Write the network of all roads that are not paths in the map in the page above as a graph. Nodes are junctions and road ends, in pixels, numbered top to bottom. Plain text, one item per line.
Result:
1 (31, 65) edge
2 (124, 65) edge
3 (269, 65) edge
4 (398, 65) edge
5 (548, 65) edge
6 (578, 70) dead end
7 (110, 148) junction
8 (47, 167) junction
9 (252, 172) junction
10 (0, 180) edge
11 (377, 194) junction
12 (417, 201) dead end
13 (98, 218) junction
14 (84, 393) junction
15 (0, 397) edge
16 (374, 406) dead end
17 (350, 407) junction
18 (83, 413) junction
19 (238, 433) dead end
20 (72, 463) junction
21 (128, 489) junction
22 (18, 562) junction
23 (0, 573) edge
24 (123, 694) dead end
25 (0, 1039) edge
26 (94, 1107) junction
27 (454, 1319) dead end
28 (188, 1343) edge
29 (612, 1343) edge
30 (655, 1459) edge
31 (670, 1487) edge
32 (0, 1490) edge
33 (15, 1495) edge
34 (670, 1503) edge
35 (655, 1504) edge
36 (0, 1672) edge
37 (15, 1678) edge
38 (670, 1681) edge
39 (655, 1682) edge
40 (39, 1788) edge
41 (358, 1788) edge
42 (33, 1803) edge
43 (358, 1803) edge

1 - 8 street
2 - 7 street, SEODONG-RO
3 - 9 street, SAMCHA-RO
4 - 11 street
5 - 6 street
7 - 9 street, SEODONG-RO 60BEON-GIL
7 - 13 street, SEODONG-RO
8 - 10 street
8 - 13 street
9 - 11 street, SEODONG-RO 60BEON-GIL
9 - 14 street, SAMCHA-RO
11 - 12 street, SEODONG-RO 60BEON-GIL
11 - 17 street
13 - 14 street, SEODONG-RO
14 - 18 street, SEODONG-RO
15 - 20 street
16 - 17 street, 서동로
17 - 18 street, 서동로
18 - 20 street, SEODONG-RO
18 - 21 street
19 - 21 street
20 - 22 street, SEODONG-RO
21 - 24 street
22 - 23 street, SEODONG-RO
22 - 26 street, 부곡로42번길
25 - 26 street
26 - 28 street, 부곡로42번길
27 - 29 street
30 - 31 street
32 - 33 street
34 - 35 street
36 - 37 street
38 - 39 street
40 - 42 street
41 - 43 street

● BRIEF
Set the entries down again, unchanged and complete.

● TASK RESPONSE
Write the network of all roads that are not paths in the map in the page above as a graph. Nodes are junctions and road ends, in pixels, numbered top to bottom. Plain text, one item per line.
Result:
1 (31, 65) edge
2 (124, 65) edge
3 (269, 65) edge
4 (398, 65) edge
5 (548, 65) edge
6 (578, 70) dead end
7 (110, 148) junction
8 (47, 167) junction
9 (252, 172) junction
10 (0, 180) edge
11 (377, 194) junction
12 (417, 201) dead end
13 (98, 218) junction
14 (84, 393) junction
15 (0, 397) edge
16 (374, 406) dead end
17 (350, 407) junction
18 (83, 413) junction
19 (238, 433) dead end
20 (72, 463) junction
21 (128, 489) junction
22 (18, 562) junction
23 (0, 573) edge
24 (123, 694) dead end
25 (0, 1039) edge
26 (94, 1107) junction
27 (454, 1319) dead end
28 (188, 1343) edge
29 (612, 1343) edge
30 (655, 1459) edge
31 (670, 1487) edge
32 (0, 1490) edge
33 (15, 1495) edge
34 (670, 1503) edge
35 (655, 1504) edge
36 (0, 1672) edge
37 (15, 1678) edge
38 (670, 1681) edge
39 (655, 1682) edge
40 (39, 1788) edge
41 (358, 1788) edge
42 (33, 1803) edge
43 (358, 1803) edge

1 - 8 street
2 - 7 street, SEODONG-RO
3 - 9 street, SAMCHA-RO
4 - 11 street
5 - 6 street
7 - 9 street, SEODONG-RO 60BEON-GIL
7 - 13 street, SEODONG-RO
8 - 10 street
8 - 13 street
9 - 11 street, SEODONG-RO 60BEON-GIL
9 - 14 street, SAMCHA-RO
11 - 12 street, SEODONG-RO 60BEON-GIL
11 - 17 street
13 - 14 street, SEODONG-RO
14 - 18 street, SEODONG-RO
15 - 20 street
16 - 17 street, 서동로
17 - 18 street, 서동로
18 - 20 street, SEODONG-RO
18 - 21 street
19 - 21 street
20 - 22 street, SEODONG-RO
21 - 24 street
22 - 23 street, SEODONG-RO
22 - 26 street, 부곡로42번길
25 - 26 street
26 - 28 street, 부곡로42번길
27 - 29 street
30 - 31 street
32 - 33 street
34 - 35 street
36 - 37 street
38 - 39 street
40 - 42 street
41 - 43 street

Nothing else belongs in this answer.